* _Exercise prompt_: Provide the records once more, identical to the original.

[Saved data entries]
····················

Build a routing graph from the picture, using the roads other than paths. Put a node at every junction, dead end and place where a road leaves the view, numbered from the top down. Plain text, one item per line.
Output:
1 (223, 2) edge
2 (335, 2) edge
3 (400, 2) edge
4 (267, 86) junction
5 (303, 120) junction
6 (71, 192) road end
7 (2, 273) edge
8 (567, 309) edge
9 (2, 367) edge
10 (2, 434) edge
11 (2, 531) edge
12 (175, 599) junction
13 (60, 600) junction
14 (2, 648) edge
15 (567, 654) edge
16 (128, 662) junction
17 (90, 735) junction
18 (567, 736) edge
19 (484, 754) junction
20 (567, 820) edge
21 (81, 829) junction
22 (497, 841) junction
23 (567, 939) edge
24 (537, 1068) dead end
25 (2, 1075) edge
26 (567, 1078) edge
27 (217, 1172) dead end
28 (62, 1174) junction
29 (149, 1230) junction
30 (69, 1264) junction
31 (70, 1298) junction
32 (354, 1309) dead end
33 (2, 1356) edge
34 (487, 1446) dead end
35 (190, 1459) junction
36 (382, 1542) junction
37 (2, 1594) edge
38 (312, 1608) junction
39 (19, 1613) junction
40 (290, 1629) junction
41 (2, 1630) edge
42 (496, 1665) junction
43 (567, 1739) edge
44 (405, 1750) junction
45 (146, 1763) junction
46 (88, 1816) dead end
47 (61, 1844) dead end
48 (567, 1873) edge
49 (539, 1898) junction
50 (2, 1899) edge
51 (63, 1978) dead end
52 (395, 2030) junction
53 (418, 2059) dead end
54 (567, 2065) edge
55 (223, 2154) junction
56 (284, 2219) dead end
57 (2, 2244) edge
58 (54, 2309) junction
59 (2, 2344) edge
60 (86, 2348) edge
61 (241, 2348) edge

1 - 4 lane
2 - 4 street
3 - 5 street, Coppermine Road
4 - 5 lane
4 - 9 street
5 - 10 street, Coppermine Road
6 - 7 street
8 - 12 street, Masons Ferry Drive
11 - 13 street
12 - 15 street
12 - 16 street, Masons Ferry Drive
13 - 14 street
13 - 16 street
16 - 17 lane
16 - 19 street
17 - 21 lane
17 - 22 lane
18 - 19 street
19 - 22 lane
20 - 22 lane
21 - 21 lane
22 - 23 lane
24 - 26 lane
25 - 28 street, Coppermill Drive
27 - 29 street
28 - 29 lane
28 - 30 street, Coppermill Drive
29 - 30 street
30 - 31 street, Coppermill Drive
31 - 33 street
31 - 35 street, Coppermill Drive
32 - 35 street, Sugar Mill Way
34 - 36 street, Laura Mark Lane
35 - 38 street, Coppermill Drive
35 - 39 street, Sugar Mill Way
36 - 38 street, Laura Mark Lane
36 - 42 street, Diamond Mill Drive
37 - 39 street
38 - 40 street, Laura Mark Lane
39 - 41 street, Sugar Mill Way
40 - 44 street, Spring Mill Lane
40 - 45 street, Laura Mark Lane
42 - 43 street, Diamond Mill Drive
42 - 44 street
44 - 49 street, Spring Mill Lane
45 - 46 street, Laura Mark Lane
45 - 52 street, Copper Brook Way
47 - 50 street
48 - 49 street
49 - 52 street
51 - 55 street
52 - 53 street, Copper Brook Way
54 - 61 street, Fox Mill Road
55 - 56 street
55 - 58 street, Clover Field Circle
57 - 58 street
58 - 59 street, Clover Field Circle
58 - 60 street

····················

* _Exercise output_:
Build a routing graph from the picture, using the roads other than paths. Put a node at every junction, dead end and place where a road leaves the view, numbered from the top down. Plain text, one item per line.
Output:
1 (223, 2) edge
2 (335, 2) edge
3 (400, 2) edge
4 (267, 86) junction
5 (303, 120) junction
6 (71, 192) road end
7 (2, 273) edge
8 (567, 309) edge
9 (2, 367) edge
10 (2, 434) edge
11 (2, 531) edge
12 (175, 599) junction
13 (60, 600) junction
14 (2, 648) edge
15 (567, 654) edge
16 (128, 662) junction
17 (90, 735) junction
18 (567, 736) edge
19 (484, 754) junction
20 (567, 820) edge
21 (81, 829) junction
22 (497, 841) junction
23 (567, 939) edge
24 (537, 1068) dead end
25 (2, 1075) edge
26 (567, 1078) edge
27 (217, 1172) dead end
28 (62, 1174) junction
29 (149, 1230) junction
30 (69, 1264) junction
31 (70, 1298) junction
32 (354, 1309) dead end
33 (2, 1356) edge
34 (487, 1446) dead end
35 (190, 1459) junction
36 (382, 1542) junction
37 (2, 1594) edge
38 (312, 1608) junction
39 (19, 1613) junction
40 (290, 1629) junction
41 (2, 1630) edge
42 (496, 1665) junction
43 (567, 1739) edge
44 (405, 1750) junction
45 (146, 1763) junction
46 (88, 1816) dead end
47 (61, 1844) dead end
48 (567, 1873) edge
49 (539, 1898) junction
50 (2, 1899) edge
51 (63, 1978) dead end
52 (395, 2030) junction
53 (418, 2059) dead end
54 (567, 2065) edge
55 (223, 2154) junction
56 (284, 2219) dead end
57 (2, 2244) edge
58 (54, 2309) junction
59 (2, 2344) edge
60 (86, 2348) edge
61 (241, 2348) edge

1 - 4 lane
2 - 4 street
3 - 5 street, Coppermine Road
4 - 5 lane
4 - 9 street
5 - 10 street, Coppermine Road
6 - 7 street
8 - 12 street, Masons Ferry Drive
11 - 13 street
12 - 15 street
12 - 16 street, Masons Ferry Drive
13 - 14 street
13 - 16 street
16 - 17 lane
16 - 19 street
17 - 21 lane
17 - 22 lane
18 - 19 street
19 - 22 lane
20 - 22 lane
21 - 21 lane
22 - 23 lane
24 - 26 lane
25 - 28 street, Coppermill Drive
27 - 29 street
28 - 29 lane
28 - 30 street, Coppermill Drive
29 - 30 street
30 - 31 street, Coppermill Drive
31 - 33 street
31 - 35 street, Coppermill Drive
32 - 35 street, Sugar Mill Way
34 - 36 street, Laura Mark Lane
35 - 38 street, Coppermill Drive
35 - 39 street, Sugar Mill Way
36 - 38 street, Laura Mark Lane
36 - 42 street, Diamond Mill Drive
37 - 39 street
38 - 40 street, Laura Mark Lane
39 - 41 street, Sugar Mill Way
40 - 44 street, Spring Mill Lane
40 - 45 street, Laura Mark Lane
42 - 43 street, Diamond Mill Drive
42 - 44 street
44 - 49 street, Spring Mill Lane
45 - 46 street, Laura Mark Lane
45 - 52 street, Copper Brook Way
47 - 50 street
48 - 49 street
49 - 52 street
51 - 55 street
52 - 53 street, Copper Brook Way
54 - 61 street, Fox Mill Road
55 - 56 street
55 - 58 street, Clover Field Circle
57 - 58 street
58 - 59 street, Clover Field Circle
58 - 60 street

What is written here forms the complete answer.